A Nightmare on Elm Street -- Just the original, not the sequels. Creepy dead child murderer with knives for fingers who can invade your dreams and kill you while you sleep? That's a sure-fire recipe to freak out a paranoid person and cause a lengthy bout of Freddy-inspired insomnia. The sequels, though, just got stupider and stupider.
Hellraiser -- Ah, the twisted mind of Clive Barker. This movie scared the crap out of me. I watched most of it peeking out from under a blanket and between fingers hiding my face. I had vivid nightmares about this film, especially Pinhead. The whole concept of this freakish extreme-S&M world that some people were trying to get into rather than out of was bizarre, frightening and ... oddly intriguing. The dead lover growing back his body with human sacrifices? Ewwww. Black latex-wearing, S&M demons? Oh, yeah. And of course, innocent Kirsty, caught up in the middle of it all. Poor Kirsty. I always thought she kind of secretly had a thing for Pinhead, though. And who wouldn't? There's a man who has everything -- dominion over this freakish realm of hell, a wardrobe to make Keanu Reeves insanely jealous -- and if you're ever short a nail, you can count on him. He was probably way more fascinating than the lame white-bread suburban boys Kirsty was used to dating.

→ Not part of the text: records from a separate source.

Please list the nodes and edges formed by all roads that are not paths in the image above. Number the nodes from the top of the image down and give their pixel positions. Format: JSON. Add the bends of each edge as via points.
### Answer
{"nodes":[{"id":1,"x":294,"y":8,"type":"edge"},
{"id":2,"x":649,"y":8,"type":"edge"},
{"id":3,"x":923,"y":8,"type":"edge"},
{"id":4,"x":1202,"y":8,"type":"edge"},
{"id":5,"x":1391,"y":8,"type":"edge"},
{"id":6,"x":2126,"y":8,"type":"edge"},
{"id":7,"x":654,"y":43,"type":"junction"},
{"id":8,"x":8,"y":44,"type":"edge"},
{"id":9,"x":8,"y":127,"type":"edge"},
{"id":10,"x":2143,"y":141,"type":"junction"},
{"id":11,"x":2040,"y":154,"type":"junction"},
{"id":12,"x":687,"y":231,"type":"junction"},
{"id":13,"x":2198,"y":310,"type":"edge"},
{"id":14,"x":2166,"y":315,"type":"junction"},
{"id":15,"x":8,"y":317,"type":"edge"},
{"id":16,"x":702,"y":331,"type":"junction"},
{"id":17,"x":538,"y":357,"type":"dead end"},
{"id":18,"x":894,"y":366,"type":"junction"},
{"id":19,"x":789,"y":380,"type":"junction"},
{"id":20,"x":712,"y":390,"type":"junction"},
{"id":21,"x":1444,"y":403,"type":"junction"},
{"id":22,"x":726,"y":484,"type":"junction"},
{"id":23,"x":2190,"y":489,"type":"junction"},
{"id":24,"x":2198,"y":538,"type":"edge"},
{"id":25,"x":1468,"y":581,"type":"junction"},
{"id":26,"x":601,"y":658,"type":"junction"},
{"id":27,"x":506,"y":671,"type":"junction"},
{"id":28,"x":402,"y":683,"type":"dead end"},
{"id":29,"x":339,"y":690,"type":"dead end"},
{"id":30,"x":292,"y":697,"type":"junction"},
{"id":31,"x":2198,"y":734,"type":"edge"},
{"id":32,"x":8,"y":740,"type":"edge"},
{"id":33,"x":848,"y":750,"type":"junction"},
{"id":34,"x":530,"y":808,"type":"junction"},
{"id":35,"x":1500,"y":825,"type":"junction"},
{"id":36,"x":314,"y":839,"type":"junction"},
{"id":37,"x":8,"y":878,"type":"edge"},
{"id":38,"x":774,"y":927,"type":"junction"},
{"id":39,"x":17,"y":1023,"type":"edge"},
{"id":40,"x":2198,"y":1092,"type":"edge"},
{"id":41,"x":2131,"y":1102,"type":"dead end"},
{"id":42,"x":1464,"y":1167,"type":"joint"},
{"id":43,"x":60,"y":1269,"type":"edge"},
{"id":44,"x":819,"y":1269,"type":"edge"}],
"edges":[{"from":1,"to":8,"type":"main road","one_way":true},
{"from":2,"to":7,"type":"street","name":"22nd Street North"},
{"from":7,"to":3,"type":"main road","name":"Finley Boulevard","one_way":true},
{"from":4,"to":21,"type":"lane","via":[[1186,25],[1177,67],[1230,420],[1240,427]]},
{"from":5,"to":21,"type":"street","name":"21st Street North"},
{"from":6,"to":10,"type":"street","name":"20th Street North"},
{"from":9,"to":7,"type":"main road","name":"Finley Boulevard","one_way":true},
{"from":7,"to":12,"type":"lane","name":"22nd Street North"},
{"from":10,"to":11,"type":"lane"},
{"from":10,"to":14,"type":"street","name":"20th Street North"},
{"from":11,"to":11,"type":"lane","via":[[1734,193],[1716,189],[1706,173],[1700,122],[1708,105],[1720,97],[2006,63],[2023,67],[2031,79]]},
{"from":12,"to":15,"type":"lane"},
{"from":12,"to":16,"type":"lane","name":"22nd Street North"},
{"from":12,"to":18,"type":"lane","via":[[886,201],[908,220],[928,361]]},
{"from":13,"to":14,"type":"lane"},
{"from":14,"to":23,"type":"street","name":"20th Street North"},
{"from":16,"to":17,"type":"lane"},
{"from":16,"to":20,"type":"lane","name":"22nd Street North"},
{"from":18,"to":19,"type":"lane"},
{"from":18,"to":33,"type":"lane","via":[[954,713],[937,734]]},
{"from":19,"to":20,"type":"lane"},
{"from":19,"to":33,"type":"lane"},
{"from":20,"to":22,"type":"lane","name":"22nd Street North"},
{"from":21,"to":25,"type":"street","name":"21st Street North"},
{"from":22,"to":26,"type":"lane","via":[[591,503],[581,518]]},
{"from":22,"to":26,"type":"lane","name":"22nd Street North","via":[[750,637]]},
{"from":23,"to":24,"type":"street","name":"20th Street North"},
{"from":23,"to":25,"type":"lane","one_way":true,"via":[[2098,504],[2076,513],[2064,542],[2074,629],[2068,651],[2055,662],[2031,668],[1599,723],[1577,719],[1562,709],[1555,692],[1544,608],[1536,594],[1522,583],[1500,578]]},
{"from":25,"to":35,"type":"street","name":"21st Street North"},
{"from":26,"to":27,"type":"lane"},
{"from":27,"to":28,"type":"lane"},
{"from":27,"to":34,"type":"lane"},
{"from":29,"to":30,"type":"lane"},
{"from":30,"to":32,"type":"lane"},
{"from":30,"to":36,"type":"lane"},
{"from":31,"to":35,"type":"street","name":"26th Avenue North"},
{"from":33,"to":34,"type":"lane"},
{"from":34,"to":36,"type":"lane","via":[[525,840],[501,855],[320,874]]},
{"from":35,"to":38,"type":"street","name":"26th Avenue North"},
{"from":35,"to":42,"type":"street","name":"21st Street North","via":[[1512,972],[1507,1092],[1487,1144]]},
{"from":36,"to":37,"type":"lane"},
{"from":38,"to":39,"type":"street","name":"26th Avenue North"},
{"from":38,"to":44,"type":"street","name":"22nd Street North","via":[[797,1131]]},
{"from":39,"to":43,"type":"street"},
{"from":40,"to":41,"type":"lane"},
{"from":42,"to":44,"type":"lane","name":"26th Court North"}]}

The Shining -- The movie was nowhere near as shiver-inducing as the book, true, but Jack Nicholson brought that special something to the role of Jack Torrance, the mentally unstable, alcoholic father who becomes a prime candidate for all the creepies inhabiting the ominous Overlook Hotel to latch onto. Whenever I hear of some bizarre case of a parent going nuts and killing their kids for no explicable reason, I think back to The Shining and to how Jack Torrance, professor and up-and-coming writer and loving father, morphed so easily into the scary monster-father that haunted little Danny's dreams. The Shining was a scary horror book, and Stanley Kubrick did a decent job translating it to film. What scared me the most about the book (and the film) was the idea of a trusted loved one literally becoming the boogie man. What better to tap into our inner scared kid than to show of a vision of Daddy morphed into this evil, roque-mallet bearing monster?
Alien -- I was 11 the year Alien came out, perhaps too young to be taken to such an intense film, but hey, my dad didn't think so. To be fair, he didn't know that it was going to be quite as intense a film as it is. Certainly, he wouldn't have known about the baby alien ripping of the guy's stomach or how scary the creatures were. In fact, I recall that as we were driving home, he was muttering under his breath about how my mom was going to kill him. Anyhow, I had nightmares for months after seeing this movie, and I still have to hide under a cover for at least 2/3 of it when I watch it, but it's still one of my favorite scary films. I actually liked the second film, Aliens, even better (hated Alien Resurrection, though). So I may have been a little young to see Ripley and Co. in retrospect, but I mostly turned out okay. Well, except for the anxiety, depression, panic disorder, claustrophobia and acrophobia. But I'm pretty sure none of that has anything whatsoever to do with being exposed to Alien when I was 11.
The Descent -- Neil Marshall's flick about a group of women trapped in a cave with flesh-eating mutants was one of the scariest films I've seen in a long time. Never mind the flesh-eating mutants. Just the claustrophobia of the narrow passages the women have to crawl through to try to escape freaked me out. During some of those scenes, I nearly had to leave the theater. I know, it's just a movie. And I'm a dork, yes. Thanks.
Your turn to chime in, horror buffs. What movies scare the pants off you?